Dearest Reader,
Bear with me... this is one of those posts that may or may not make sense. You know those dreams that kind of stick with you? Make you wonder if there was something more to it? If you read this you went into it forewarned... welcome to some serious rambling.
June 25/12 Journal excerpt.
Need You Jesus.
Thanks. You are here. I know You are...
I wonder many times what to say but when I thought of You just now I remembered my dream... I wanted to be with someone but there being a very real barrier in the dream. The barrier was You but in that split moment I wondered if You were the other one too.
I need to cross over somehow, I have flitted along the edge of being with You too long... I weary of the come and go of it. How do I step into a new life lived being with You all the time? Is it possible or allowable?

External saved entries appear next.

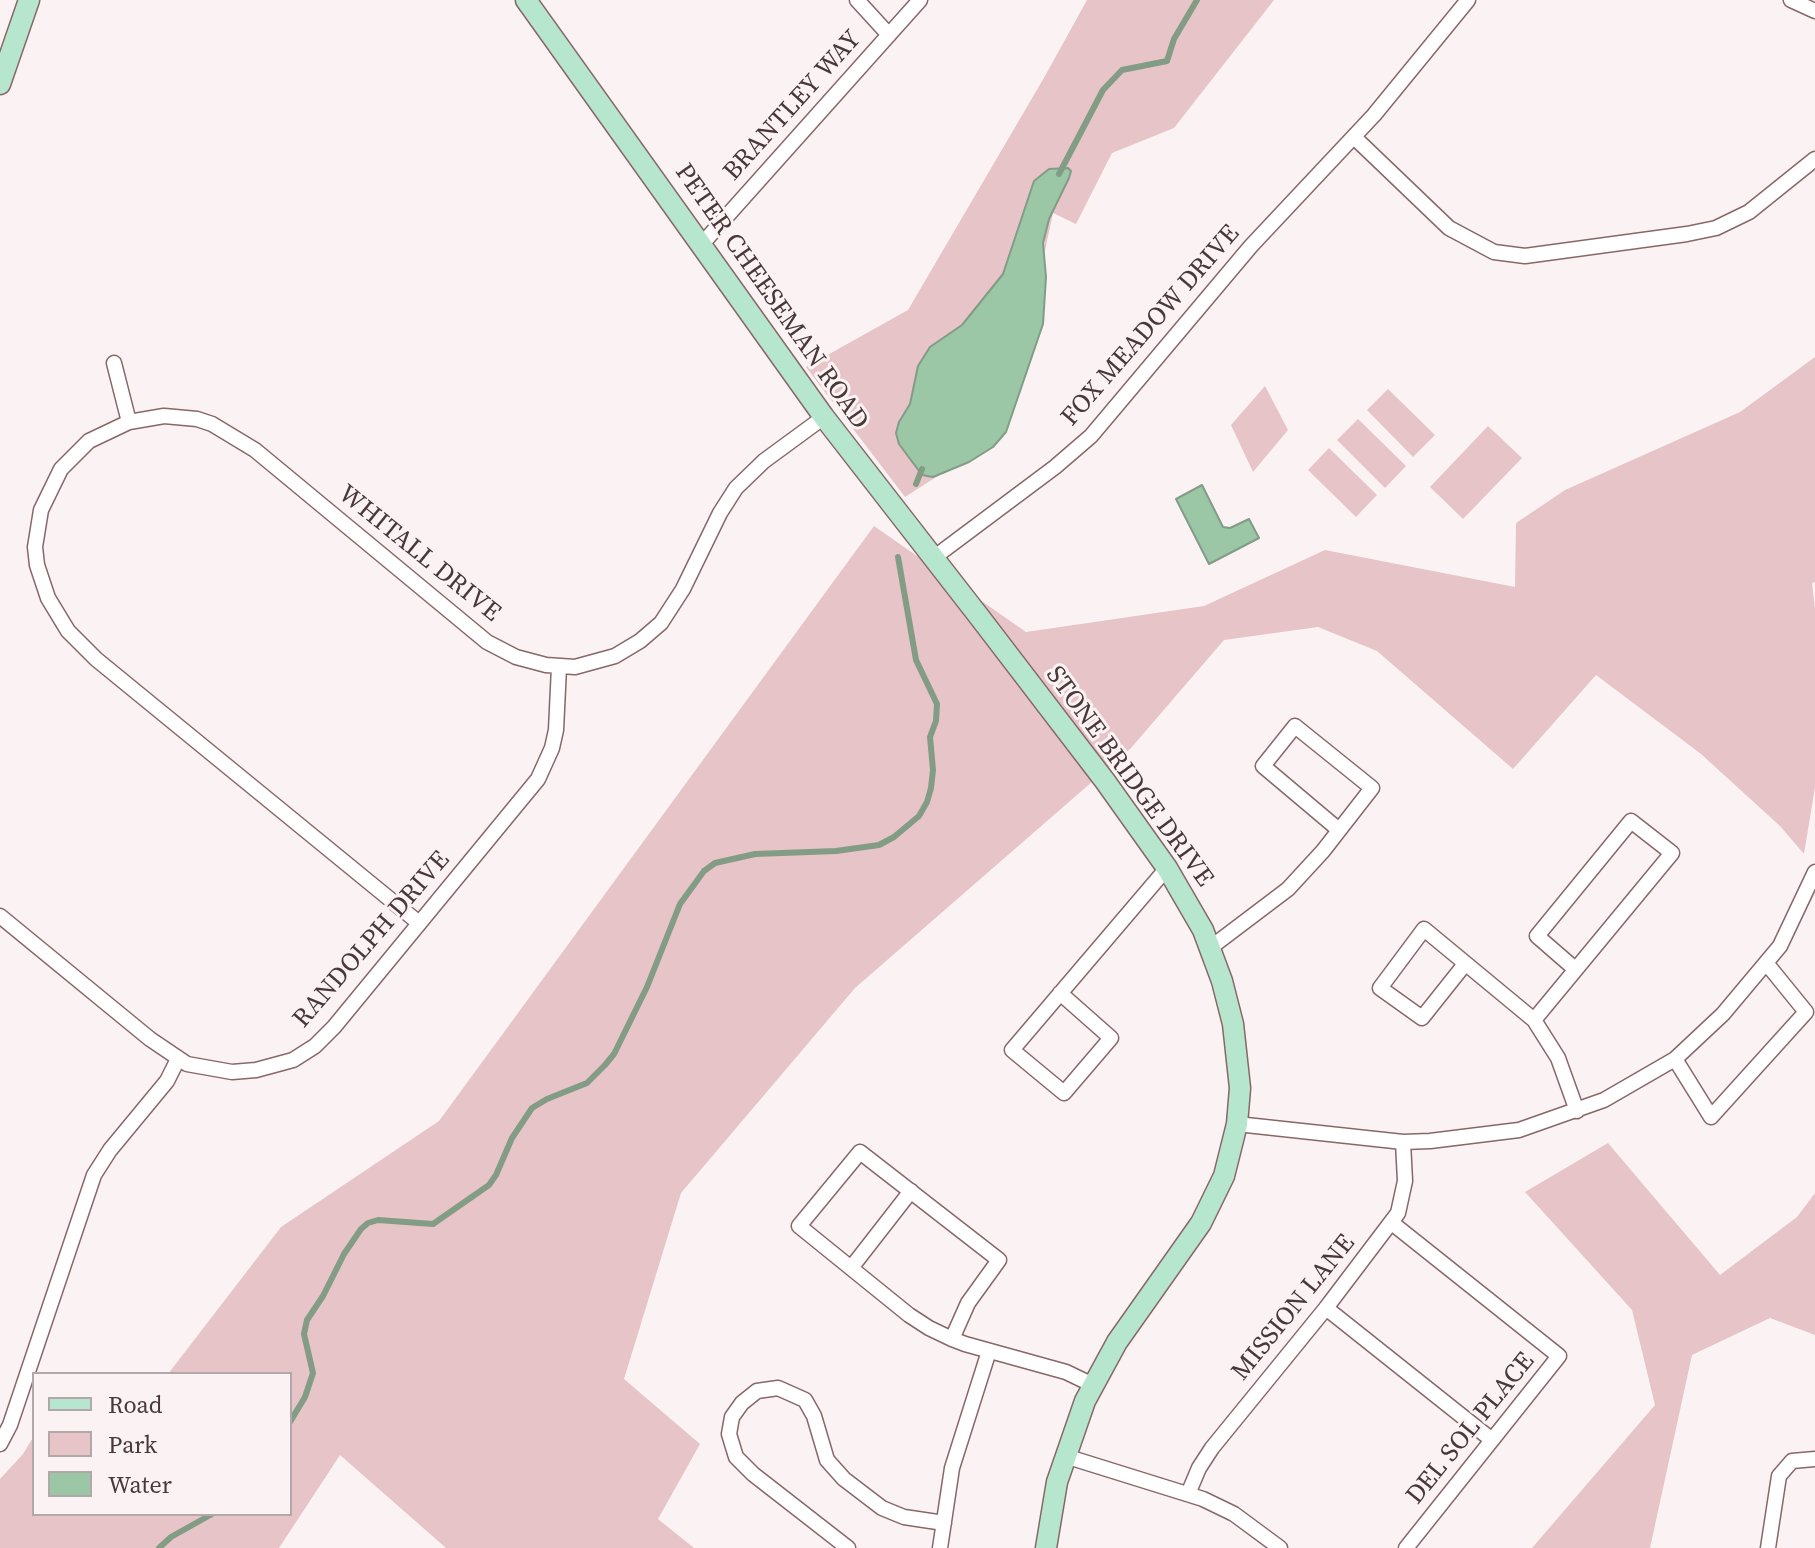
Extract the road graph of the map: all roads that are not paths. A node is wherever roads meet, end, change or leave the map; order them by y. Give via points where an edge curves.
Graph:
1 (29, 0) edge
2 (526, 0) edge
3 (857, 0) edge
4 (920, 0) edge
5 (1468, 0) edge
6 (1791, 0) edge
7 (1815, 11) edge
8 (889, 35) junction
9 (0, 84) edge
10 (1354, 137) junction
11 (1815, 159) edge
12 (702, 244) junction
13 (114, 363) dead end
14 (824, 417) junction
15 (129, 422) junction
16 (932, 559) junction
17 (981, 619) joint
18 (559, 667) junction
19 (1339, 830) junction
20 (1167, 868) junction
21 (1815, 872) edge
22 (0, 916) edge
23 (419, 923) junction
24 (1210, 948) junction
25 (1465, 964) junction
26 (1767, 964) junction
27 (1575, 969) junction
28 (1060, 993) junction
29 (1534, 1020) junction
30 (178, 1059) junction
31 (1675, 1059) junction
32 (1577, 1111) junction
33 (1237, 1124) junction
34 (1403, 1142) junction
35 (911, 1191) junction
36 (1392, 1223) junction
37 (851, 1268) junction
38 (1326, 1308) junction
39 (952, 1339) junction
40 (989, 1351) junction
41 (1093, 1385) junction
42 (1492, 1440) junction
43 (0, 1444) edge
44 (1065, 1456) junction
45 (1815, 1459) edge
46 (1188, 1494) junction
47 (944, 1523) junction
48 (1262, 1535) junction
49 (848, 1548) edge
50 (940, 1548) edge
51 (1046, 1548) edge
52 (1252, 1548) edge
53 (1280, 1548) edge
54 (1406, 1548) edge
55 (1768, 1548) edge

1 - 9 street
2 - 12 street, PETER CHEESEMAN ROAD
3 - 8 street
4 - 8 street, BRANTLEY WAY
5 - 10 street, FOX MEADOW DRIVE
6 - 7 street
8 - 12 street, BRANTLEY WAY
10 - 11 street via 1449,228 1494,252 1525,256 1716,228 1749,212
10 - 16 street, FOX MEADOW DRIVE via 1251,246 1091,436
12 - 14 street, PETER CHEESEMAN ROAD
13 - 15 street
14 - 16 street, PETER CHEESEMAN ROAD
14 - 18 street, WHITALL DRIVE via 742,480 661,623 615,656
15 - 18 street, WHITALL DRIVE via 181,417 225,430 487,642 516,657
15 - 23 street, WHITALL DRIVE via 72,455 41,510 37,565 56,614 96,659
16 - 17 street, PETER CHEESEMAN ROAD
17 - 20 street, STONE BRIDGE DRIVE
18 - 23 street, RANDOLPH DRIVE via 556,730 538,779
19 - 19 street via 1372,788 1295,726 1263,766
19 - 24 street via 1288,889
20 - 24 street, STONE BRIDGE DRIVE
20 - 28 street
21 - 26 street
22 - 30 street, RANDOLPH DRIVE
23 - 30 street, RANDOLPH DRIVE via 334,1027 304,1054 244,1072 207,1069
24 - 33 street, STONE BRIDGE DRIVE via 1233,1024 1240,1088
25 - 25 street via 1424,929 1380,988 1422,1018
25 - 29 street
26 - 31 street
26 - 31 street via 1806,1012 1711,1117
27 - 27 street via 1672,853 1631,821 1537,936
27 - 29 street
28 - 28 street via 1012,1050 1064,1093 1111,1038
29 - 32 street via 1558,1058
30 - 43 street via 94,1175
31 - 32 street
32 - 34 street via 1519,1130
33 - 34 street
33 - 41 street, STONE BRIDGE DRIVE via 1224,1176 1201,1223
34 - 36 street, MISSION LANE via 1404,1193
35 - 37 street
35 - 37 street via 860,1152 799,1226
35 - 39 street via 999,1260 968,1303
36 - 38 street, MISSION LANE
36 - 42 street, DEL SOL PLACE via 1559,1356
37 - 39 street via 909,1315
38 - 42 street
38 - 46 street, MISSION LANE via 1212,1448
39 - 40 street
40 - 41 street
40 - 47 street via 952,1468
41 - 44 street, STONE BRIDGE DRIVE
42 - 54 street, DEL SOL PLACE
44 - 46 street
44 - 51 street, STONE BRIDGE DRIVE
45 - 55 street via 1792,1461 1779,1476
46 - 48 street via 1234,1514
47 - 49 street via 882,1508 827,1460 805,1400 778,1388 757,1391 732,1417 729,1434 736,1457
47 - 50 street
48 - 52 street
48 - 53 street

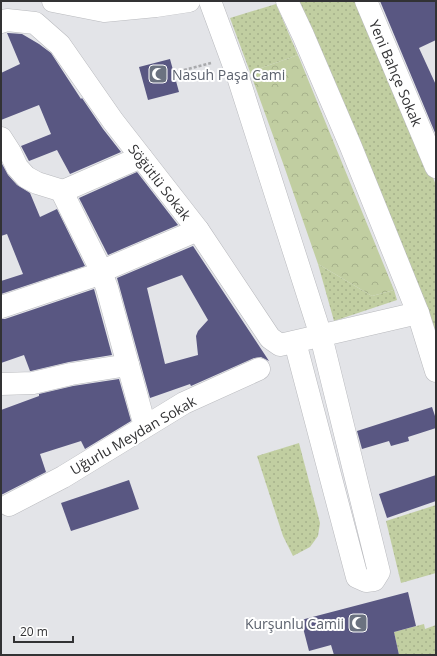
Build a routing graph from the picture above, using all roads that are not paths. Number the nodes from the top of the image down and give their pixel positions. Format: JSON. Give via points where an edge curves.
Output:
{"nodes":[{"id":1,"x":53,"y":1,"type":"edge"},
{"id":2,"x":188,"y":1,"type":"edge"},
{"id":3,"x":210,"y":1,"type":"edge"},
{"id":4,"x":287,"y":1,"type":"edge"},
{"id":5,"x":366,"y":1,"type":"edge"},
{"id":6,"x":1,"y":22,"type":"edge"},
{"id":7,"x":1,"y":138,"type":"edge"},
{"id":8,"x":141,"y":157,"type":"junction"},
{"id":9,"x":436,"y":167,"type":"edge"},
{"id":10,"x":63,"y":191,"type":"junction"},
{"id":11,"x":198,"y":230,"type":"junction"},
{"id":12,"x":102,"y":273,"type":"junction"},
{"id":13,"x":1,"y":307,"type":"edge"},
{"id":14,"x":418,"y":313,"type":"junction"},
{"id":15,"x":321,"y":336,"type":"junction"},
{"id":16,"x":288,"y":343,"type":"junction"},
{"id":17,"x":128,"y":365,"type":"junction"},
{"id":18,"x":259,"y":369,"type":"dead end"},
{"id":19,"x":436,"y":371,"type":"edge"},
{"id":20,"x":1,"y":384,"type":"edge"},
{"id":21,"x":145,"y":426,"type":"junction"},
{"id":22,"x":9,"y":505,"type":"dead end"}],
"edges":[{"from":1,"to":2,"type":"street","via":[[104,11]]},
{"from":3,"to":15,"type":"street","via":[[231,58]]},
{"from":4,"to":14,"type":"street","via":[[351,147]]},
{"from":5,"to":9,"type":"street","name":"Yeni Bahçe Sokak"},
{"from":6,"to":8,"type":"street","name":"Söğütlü Sokak","via":[[6,20],[35,23],[60,45]]},
{"from":7,"to":10,"type":"street","via":[[17,167],[26,177]]},
{"from":8,"to":10,"type":"street"},
{"from":8,"to":11,"type":"street","name":"Söğütlü Sokak"},
{"from":10,"to":12,"type":"street"},
{"from":11,"to":12,"type":"street"},
{"from":11,"to":16,"type":"street","name":"Söğütlü Sokak","via":[[270,338]]},
{"from":12,"to":13,"type":"street"},
{"from":12,"to":17,"type":"street"},
{"from":14,"to":15,"type":"street"},
{"from":14,"to":19,"type":"street"},
{"from":15,"to":16,"type":"street"},
{"from":15,"to":16,"type":"street","via":[[379,572],[374,580],[366,581],[357,577]]},
{"from":17,"to":20,"type":"street","via":[[33,383]]},
{"from":17,"to":21,"type":"street"},
{"from":18,"to":21,"type":"street","name":"Uğurlu Meydan Sokak","via":[[184,403]]},
{"from":21,"to":22,"type":"street","name":"Uğurlu Meydan Sokak","via":[[63,477]]}]}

Interestingly the other one in the dream seemed somehow a stranger but at the same time not perhaps the only reason for that was the feel of a type of separation. Also, I thought it was the other person that had to make the decision and I remember posing it just like that ... kind of like, here are the facts... You decide what it will be. Strangely and frustratingly there was absolutely no resolution in the dream. Huh. But what if it isn't the other way around? What if it is me that needs to look at the God facts and decide what it will be? Here it is Tam... it is all or nothing... take it or it is done. That sounds pretty harsh, could You tell me more Jesus? Resolve the story for me?